* _TO DO_
Which lines of the data below hold "Esteban"? Copy each of them.
(RECORDS TO USE begins)
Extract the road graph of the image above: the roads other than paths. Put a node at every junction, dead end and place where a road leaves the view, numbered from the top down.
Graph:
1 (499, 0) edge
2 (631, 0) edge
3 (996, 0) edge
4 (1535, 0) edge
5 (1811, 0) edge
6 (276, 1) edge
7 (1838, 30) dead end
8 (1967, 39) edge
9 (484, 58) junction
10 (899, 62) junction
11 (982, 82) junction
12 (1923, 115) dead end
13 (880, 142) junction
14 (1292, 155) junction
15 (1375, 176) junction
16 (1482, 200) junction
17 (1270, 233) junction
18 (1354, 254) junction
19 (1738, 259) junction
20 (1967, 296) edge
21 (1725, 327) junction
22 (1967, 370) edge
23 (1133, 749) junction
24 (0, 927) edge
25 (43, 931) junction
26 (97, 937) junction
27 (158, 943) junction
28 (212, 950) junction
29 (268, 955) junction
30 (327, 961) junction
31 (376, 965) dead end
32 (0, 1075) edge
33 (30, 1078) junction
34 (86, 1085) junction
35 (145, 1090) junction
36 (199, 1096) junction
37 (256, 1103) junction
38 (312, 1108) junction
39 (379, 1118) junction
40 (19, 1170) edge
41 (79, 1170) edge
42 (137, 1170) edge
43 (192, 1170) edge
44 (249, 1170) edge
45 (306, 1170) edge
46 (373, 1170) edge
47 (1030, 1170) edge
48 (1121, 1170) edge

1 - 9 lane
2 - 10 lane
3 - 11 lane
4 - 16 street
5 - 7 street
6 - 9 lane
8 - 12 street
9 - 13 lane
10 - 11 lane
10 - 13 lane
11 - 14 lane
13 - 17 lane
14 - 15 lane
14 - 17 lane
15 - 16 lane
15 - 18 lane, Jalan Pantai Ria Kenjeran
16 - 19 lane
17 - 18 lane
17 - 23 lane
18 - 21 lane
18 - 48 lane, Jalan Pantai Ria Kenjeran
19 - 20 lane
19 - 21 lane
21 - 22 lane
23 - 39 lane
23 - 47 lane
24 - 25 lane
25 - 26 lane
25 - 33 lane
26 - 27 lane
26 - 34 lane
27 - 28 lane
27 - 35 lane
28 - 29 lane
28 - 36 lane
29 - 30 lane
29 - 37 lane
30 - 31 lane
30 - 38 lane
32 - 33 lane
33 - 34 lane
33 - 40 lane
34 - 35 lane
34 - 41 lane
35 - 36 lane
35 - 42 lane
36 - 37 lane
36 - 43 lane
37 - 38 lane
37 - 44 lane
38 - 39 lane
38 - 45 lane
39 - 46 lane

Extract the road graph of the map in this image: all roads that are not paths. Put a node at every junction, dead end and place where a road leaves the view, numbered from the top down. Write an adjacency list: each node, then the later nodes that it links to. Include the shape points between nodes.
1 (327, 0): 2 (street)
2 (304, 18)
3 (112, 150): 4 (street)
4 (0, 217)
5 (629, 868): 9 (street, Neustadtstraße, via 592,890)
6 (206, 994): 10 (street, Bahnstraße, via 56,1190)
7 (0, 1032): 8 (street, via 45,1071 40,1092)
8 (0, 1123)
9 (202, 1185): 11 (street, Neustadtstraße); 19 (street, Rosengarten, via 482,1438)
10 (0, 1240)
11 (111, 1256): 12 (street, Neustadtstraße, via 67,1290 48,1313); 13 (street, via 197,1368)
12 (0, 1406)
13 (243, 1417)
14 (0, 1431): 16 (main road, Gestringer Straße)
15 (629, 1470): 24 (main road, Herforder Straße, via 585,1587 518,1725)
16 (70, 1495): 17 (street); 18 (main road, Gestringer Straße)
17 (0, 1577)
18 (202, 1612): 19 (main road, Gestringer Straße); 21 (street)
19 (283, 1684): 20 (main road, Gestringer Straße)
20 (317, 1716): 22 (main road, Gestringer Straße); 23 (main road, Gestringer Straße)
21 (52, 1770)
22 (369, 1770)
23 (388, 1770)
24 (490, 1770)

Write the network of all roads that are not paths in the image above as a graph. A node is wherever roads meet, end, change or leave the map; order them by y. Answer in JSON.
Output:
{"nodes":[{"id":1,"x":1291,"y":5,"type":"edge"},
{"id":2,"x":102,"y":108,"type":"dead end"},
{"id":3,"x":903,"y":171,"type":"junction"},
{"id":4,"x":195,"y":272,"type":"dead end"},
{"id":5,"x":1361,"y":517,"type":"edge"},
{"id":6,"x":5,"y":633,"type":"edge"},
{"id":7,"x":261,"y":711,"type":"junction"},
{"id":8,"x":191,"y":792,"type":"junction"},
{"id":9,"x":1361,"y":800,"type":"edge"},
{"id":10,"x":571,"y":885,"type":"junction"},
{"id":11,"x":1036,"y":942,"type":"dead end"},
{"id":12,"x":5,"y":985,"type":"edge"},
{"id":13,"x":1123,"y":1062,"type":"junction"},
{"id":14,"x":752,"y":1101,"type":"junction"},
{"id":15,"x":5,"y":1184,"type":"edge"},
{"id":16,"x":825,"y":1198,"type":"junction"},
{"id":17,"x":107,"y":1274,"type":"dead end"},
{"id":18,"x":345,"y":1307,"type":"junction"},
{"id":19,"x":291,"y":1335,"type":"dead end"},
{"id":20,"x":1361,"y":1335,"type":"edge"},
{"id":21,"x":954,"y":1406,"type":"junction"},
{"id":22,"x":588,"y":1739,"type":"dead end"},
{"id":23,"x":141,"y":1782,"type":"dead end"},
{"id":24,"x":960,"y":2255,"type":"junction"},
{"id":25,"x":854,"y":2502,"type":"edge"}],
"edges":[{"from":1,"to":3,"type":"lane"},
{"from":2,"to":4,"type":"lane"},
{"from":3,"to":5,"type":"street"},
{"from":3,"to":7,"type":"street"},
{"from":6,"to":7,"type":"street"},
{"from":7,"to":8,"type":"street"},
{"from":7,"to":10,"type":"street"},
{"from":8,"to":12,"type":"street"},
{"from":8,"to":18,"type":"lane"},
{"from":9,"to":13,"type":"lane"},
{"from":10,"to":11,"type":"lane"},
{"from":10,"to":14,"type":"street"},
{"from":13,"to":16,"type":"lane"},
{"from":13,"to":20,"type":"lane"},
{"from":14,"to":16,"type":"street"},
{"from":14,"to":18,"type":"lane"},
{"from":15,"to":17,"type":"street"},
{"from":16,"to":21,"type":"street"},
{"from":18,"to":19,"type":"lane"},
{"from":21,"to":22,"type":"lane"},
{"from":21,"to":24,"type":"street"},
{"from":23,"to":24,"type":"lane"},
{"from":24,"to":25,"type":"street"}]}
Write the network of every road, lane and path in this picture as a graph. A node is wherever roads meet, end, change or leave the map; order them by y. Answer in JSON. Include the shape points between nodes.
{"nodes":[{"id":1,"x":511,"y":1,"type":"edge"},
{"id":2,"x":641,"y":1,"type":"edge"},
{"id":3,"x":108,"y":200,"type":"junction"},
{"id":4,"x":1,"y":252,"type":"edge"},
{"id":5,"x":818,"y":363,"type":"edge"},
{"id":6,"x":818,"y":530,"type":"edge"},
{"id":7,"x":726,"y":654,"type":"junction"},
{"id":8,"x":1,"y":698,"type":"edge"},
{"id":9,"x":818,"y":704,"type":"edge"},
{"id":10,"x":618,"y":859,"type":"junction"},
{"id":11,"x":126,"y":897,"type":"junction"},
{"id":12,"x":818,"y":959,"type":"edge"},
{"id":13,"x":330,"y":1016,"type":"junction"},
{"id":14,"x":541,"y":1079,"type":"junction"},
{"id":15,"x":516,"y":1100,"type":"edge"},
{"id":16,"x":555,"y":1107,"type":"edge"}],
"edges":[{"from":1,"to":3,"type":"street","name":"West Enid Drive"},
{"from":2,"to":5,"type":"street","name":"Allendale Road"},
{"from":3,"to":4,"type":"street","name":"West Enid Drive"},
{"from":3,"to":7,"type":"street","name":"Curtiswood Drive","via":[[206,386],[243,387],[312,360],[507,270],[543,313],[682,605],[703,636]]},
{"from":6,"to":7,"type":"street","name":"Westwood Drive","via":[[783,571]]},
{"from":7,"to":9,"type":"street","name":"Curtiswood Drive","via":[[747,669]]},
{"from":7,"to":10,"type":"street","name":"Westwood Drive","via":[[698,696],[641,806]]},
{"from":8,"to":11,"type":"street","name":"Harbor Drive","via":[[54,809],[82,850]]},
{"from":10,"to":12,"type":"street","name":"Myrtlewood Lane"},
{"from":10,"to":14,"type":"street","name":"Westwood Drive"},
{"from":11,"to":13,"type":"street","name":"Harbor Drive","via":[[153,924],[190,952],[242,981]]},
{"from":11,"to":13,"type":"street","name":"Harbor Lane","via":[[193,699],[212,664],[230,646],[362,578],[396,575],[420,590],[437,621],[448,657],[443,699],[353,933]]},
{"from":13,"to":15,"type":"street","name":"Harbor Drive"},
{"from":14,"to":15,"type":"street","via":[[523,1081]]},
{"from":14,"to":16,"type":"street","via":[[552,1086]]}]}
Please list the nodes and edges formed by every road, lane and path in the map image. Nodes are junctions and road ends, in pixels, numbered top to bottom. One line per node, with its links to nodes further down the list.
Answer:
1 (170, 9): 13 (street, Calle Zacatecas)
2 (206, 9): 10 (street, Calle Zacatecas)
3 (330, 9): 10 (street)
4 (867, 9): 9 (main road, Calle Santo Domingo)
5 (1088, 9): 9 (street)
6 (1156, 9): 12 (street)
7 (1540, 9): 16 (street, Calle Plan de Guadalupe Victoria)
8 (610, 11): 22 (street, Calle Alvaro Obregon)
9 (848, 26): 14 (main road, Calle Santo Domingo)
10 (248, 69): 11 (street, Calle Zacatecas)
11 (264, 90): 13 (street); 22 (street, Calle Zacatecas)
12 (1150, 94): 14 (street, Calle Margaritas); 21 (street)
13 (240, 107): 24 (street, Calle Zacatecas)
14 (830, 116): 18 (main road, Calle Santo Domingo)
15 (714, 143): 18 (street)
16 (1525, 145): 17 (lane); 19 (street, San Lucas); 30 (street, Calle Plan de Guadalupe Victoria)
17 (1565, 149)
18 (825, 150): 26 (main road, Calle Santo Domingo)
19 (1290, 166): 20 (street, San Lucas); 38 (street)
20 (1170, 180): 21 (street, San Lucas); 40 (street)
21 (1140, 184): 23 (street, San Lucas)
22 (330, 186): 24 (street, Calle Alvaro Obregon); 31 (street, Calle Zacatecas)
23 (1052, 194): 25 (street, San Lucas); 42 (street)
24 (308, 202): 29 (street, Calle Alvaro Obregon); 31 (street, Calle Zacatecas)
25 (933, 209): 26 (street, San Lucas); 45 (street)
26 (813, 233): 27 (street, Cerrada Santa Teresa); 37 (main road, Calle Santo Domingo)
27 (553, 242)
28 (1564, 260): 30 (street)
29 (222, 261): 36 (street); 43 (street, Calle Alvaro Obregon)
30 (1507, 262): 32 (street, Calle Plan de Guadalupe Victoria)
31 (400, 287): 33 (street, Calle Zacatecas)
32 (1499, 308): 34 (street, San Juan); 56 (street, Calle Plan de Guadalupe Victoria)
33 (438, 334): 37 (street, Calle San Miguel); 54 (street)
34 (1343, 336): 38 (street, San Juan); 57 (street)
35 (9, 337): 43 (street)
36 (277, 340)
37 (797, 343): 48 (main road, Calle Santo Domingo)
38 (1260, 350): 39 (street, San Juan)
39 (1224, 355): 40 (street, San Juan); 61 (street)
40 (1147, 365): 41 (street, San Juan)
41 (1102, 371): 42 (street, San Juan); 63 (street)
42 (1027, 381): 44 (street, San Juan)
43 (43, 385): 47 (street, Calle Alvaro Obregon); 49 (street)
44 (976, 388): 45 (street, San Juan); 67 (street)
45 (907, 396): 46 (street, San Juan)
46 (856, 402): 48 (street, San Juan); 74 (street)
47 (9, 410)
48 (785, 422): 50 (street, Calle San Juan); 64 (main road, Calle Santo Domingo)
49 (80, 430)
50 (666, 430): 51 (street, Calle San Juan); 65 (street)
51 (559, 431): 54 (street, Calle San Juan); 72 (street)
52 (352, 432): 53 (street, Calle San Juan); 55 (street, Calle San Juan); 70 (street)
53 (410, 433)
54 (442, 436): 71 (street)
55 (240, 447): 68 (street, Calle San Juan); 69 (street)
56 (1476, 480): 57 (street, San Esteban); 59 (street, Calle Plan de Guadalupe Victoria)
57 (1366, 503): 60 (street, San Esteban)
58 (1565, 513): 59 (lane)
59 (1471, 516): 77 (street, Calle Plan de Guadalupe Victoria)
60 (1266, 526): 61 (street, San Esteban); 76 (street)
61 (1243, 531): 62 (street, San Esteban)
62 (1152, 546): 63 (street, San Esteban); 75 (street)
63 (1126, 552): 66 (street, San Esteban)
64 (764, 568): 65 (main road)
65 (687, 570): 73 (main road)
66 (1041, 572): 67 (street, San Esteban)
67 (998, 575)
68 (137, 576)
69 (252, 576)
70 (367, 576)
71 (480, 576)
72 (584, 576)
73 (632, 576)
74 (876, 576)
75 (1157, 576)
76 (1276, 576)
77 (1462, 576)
(RECORDS TO USE ends)
* _TASK RESPONSE_
56 (1476, 480): 57 (street, San Esteban); 59 (street, Calle Plan de Guadalupe Victoria)
57 (1366, 503): 60 (street, San Esteban)
60 (1266, 526): 61 (street, San Esteban); 76 (street)
61 (1243, 531): 62 (street, San Esteban)
62 (1152, 546): 63 (street, San Esteban); 75 (street)
63 (1126, 552): 66 (street, San Esteban)
66 (1041, 572): 67 (street, San Esteban)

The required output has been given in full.